SUPPLIED RECORDS:
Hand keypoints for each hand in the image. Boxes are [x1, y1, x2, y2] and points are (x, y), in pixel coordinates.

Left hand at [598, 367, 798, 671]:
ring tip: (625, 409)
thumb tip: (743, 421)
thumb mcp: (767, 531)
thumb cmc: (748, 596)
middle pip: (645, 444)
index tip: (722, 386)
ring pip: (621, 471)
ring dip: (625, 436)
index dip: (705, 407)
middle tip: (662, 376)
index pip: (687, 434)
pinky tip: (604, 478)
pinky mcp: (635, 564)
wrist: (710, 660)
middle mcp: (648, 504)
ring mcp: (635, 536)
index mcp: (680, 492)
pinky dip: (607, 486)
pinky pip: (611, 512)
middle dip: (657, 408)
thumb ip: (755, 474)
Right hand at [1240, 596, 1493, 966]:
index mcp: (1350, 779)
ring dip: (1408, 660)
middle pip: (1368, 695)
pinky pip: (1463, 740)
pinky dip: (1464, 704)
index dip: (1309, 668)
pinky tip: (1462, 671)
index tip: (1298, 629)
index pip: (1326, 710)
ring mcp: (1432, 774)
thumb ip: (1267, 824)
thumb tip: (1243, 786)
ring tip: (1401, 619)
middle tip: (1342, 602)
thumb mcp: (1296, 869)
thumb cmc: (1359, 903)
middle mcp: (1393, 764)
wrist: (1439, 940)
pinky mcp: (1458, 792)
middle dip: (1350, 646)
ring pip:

EXERCISE PROMPT: The lines from the one containing "ring mcp: (635, 536)" through the end of the data are to be copied exactly, the first and last of them included.

RESULT OF THIS EXERCISE:
ring mcp: (635, 536)
index mcp: (680, 492)
pinky dip: (607, 486)
pinky pip: (611, 512)
middle dip: (657, 408)
thumb ip: (755, 474)
Right hand at [1240, 596, 1493, 966]:
index mcp: (1350, 779)
ring dip: (1408, 660)
middle pip: (1368, 695)
pinky pip: (1463, 740)
pinky dip: (1464, 704)
index dip: (1309, 668)
pinky tip: (1462, 671)
index tip: (1298, 629)
index pip: (1326, 710)
ring mcp: (1432, 774)
thumb ip: (1267, 824)
thumb tip: (1243, 786)
ring tip: (1401, 619)
middle tip: (1342, 602)
thumb mcp: (1296, 869)
thumb cmc: (1359, 903)
middle mcp: (1393, 764)
wrist: (1439, 940)
pinky mcp: (1458, 792)
middle dip: (1350, 646)
ring pip:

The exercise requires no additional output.